Die Anzahl der in diesem Bereich eingeleiteten Verfahren ist seit 2002 stark angestiegen.
Dieser Trend wurde durch die Veröffentlichung der sogenannten „Macron-Verordnungen“ verstärkt, mit denen die Entschädigungen begrenzt worden sind, die Arbeitnehmern bei einer Kündigung ohne tatsächlichen und ernsthaften Grund zugesprochen werden können.
Sofern der Kündigungsgrund auf einen Unfall zurückzuführen ist, versuchen demnach Arbeitnehmer heute immer häufiger, den Arbeitgeber auf dieser Grundlage in Anspruch nehmen, um Ihre Entschädigungen zu erhöhen.
Es ist in Frankreich extrem einfach, dieses Verfahren einzuleiten: Ein einfacher Anruf bei der CPAM (französische gesetzliche Krankenkasse) genügt.
Dieses Verfahren kann ausgelöst werden, ohne dass der Unfall schwerwiegende Personenschäden verursacht haben muss.
Selbst ein geringfügiger Personenschaden, auch mit einer dauerhaften Teilinvalidität (Incapacité Permanente Partielle de travail – IPP) von 0 %, kann zu einer Entschädigung führen.
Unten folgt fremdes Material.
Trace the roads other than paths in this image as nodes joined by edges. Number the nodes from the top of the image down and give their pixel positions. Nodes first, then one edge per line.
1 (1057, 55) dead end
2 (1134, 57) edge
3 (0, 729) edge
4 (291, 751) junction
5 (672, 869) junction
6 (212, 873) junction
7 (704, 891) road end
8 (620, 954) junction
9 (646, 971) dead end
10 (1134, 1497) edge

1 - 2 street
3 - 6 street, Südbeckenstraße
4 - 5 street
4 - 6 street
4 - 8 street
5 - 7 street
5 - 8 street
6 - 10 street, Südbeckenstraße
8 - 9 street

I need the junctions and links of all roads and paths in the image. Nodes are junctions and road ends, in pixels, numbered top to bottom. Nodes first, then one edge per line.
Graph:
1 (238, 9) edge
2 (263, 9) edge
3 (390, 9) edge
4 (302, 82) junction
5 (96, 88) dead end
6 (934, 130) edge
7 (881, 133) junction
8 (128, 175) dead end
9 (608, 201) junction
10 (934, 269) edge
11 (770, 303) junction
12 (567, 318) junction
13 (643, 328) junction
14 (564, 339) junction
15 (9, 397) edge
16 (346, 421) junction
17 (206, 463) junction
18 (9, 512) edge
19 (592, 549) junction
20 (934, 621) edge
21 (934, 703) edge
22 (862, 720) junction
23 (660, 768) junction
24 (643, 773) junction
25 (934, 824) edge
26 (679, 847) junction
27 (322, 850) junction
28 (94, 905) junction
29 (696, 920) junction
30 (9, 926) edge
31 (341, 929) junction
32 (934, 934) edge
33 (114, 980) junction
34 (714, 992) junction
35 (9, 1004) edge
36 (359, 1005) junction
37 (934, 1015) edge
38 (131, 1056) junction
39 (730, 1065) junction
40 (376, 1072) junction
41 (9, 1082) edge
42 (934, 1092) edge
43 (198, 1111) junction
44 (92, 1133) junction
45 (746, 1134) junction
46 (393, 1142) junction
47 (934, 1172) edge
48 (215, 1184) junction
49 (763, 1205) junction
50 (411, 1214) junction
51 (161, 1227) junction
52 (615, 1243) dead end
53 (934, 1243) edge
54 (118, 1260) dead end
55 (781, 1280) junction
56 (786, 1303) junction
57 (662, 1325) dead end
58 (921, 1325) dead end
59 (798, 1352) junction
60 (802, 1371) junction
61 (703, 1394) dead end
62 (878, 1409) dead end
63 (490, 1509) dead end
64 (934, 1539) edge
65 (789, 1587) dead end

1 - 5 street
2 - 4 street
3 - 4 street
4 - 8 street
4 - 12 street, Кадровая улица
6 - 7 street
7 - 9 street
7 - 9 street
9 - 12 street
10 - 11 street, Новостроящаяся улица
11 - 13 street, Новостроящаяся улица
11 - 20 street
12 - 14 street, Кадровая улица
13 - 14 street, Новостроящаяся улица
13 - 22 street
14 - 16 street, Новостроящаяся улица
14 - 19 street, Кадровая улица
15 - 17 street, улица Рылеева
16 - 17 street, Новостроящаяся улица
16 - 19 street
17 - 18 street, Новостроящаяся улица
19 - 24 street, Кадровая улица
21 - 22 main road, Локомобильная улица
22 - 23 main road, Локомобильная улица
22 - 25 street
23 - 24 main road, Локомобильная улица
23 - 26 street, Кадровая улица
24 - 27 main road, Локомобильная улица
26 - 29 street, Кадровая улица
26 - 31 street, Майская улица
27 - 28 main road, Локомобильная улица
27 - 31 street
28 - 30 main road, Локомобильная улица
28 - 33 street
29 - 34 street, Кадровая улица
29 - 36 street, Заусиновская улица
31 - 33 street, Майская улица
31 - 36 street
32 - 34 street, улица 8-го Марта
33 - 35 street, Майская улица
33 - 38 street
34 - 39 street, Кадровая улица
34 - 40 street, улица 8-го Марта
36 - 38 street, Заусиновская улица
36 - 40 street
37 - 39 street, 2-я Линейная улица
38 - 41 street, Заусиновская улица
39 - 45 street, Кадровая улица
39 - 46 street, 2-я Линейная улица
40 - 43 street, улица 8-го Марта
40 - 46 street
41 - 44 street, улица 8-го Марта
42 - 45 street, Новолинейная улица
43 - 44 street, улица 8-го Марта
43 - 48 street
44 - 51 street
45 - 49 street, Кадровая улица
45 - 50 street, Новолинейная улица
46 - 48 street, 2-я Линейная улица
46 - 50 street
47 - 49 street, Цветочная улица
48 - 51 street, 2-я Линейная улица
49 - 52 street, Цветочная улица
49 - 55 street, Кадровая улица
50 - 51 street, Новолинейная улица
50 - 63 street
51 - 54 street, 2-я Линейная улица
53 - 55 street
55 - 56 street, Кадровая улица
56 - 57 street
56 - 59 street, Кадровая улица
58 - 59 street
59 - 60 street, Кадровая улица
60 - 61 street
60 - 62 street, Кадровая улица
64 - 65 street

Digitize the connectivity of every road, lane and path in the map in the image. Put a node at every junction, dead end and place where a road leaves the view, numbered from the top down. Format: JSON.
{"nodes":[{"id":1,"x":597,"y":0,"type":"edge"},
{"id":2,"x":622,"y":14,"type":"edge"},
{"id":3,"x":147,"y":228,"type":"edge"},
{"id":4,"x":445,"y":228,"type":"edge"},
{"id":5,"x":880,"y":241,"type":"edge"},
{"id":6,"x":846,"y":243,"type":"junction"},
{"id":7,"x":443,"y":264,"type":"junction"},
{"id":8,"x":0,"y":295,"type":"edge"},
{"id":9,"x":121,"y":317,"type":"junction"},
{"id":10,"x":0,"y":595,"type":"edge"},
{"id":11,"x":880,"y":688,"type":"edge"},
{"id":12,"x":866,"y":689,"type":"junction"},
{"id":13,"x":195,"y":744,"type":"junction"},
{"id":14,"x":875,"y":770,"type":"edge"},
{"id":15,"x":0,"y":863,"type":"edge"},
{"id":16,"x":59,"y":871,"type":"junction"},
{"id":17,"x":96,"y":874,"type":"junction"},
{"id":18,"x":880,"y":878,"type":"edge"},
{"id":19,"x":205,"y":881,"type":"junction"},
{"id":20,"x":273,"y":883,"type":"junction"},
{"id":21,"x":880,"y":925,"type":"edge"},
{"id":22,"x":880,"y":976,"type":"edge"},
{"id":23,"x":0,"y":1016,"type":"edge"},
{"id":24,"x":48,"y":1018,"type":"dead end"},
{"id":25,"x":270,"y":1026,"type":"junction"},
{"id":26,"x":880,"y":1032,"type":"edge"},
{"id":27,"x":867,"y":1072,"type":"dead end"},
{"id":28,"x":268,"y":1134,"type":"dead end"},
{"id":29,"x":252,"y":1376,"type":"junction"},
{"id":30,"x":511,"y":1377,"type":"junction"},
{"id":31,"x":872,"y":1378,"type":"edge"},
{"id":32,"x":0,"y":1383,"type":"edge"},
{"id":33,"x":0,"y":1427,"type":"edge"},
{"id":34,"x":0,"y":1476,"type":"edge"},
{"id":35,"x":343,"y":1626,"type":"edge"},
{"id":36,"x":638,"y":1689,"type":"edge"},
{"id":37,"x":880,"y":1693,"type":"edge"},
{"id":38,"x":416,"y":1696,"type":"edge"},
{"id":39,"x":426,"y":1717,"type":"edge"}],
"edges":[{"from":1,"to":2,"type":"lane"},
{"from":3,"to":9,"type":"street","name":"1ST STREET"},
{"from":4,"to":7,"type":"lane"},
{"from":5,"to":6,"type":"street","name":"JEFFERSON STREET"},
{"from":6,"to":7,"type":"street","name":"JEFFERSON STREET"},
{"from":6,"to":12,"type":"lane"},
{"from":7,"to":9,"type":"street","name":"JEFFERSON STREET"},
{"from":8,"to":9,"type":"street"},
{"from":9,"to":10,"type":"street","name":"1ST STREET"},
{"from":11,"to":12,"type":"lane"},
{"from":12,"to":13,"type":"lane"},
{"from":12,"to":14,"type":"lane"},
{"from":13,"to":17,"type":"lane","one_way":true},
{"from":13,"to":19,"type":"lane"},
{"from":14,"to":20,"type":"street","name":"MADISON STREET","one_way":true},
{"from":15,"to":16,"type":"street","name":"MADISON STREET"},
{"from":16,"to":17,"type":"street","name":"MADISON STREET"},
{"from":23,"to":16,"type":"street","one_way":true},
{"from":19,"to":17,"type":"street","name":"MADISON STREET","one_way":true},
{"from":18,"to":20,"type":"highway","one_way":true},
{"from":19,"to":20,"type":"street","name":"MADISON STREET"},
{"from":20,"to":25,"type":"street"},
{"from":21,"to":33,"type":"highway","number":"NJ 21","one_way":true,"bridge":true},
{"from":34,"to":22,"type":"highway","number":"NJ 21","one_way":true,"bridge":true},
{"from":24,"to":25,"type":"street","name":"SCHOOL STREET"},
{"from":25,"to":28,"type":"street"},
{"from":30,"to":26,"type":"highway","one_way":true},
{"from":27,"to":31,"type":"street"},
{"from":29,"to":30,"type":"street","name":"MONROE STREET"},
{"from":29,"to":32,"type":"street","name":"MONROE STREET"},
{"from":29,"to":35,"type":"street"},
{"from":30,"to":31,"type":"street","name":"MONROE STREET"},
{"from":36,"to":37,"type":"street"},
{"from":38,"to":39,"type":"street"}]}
2. Entschädigungszahlungen, die dem Arbeitgeber bei Anerkennung eines „unentschuldbaren Verschuldens“ auferlegt werden können
Ab dem Zeitpunkt der Anerkennung eines „unentschuldbaren Verschuldens“ durch die Sozialgerichtsbarkeit entsteht ein Anspruch auf Schadensersatz.
Wenn die IPP (dauerhafte Teilinvalidität) bei mehr als 10% liegt, kann durch dieses Verfahren zunächst eine Erhöhung des durch die CPAM gezahlten Rentensatzes erreicht werden. Diese Erhöhung wird zuerst von der Sozialversicherung gezahlt und dann durch Regress gegen den Arbeitgeber von diesem zurückgefordert. Sie wird als Kapitalbetrag berechnet, d. h. sie ist in einer Summe zahlbar.
Darüber hinaus begründet die Anerkennung eines „unentschuldbaren Verschuldens“, unabhängig von der Schwere des vom Arbeitnehmer erlittenen Unfalls, einen Anspruch auf Entschädigung nach dem allgemeinen Recht. Dies gilt insbesondere für:
- Gesundheits- und Reisekosten im Zusammenhang mit der Behandlung
- Lohneinbußen während des Zeitraums der Arbeitsunfähigkeit
- vorrübergehende berufliche Beeinträchtigungen
- zukünftige Verdienstausfälle
- Inanspruchnahme einer Unterstützung im Alltag
- erlittene Schmerzen
- ästhetischer Schaden
- Beeinträchtigung der Lebensfreude
- sexuelle Beeinträchtigung
- vorrübergehende Funktionsbeeinträchtigung
- Wohnungsumbau
- Kauf eines geeigneten Fahrzeugs
Diese Schadensposten werden von einem medizinischen Gerichtssachverständigen bewertet und vom Gericht als Schadensersatzanspruch determiniert.
Auch hier werden die Zahlungen zunächst von der Sozialversicherung vorgestreckt, welche sie anschließend direkt beim Arbeitgeber zurückfordert.
Sollte das Opfer bei oder nach dem Unfall verstorben sein, so erfolgen die Schadensersatzzahlungen an seine Erben.
3. Das Risiko einer Haftungsklage gegen den Arbeitgeber (natürliche Person)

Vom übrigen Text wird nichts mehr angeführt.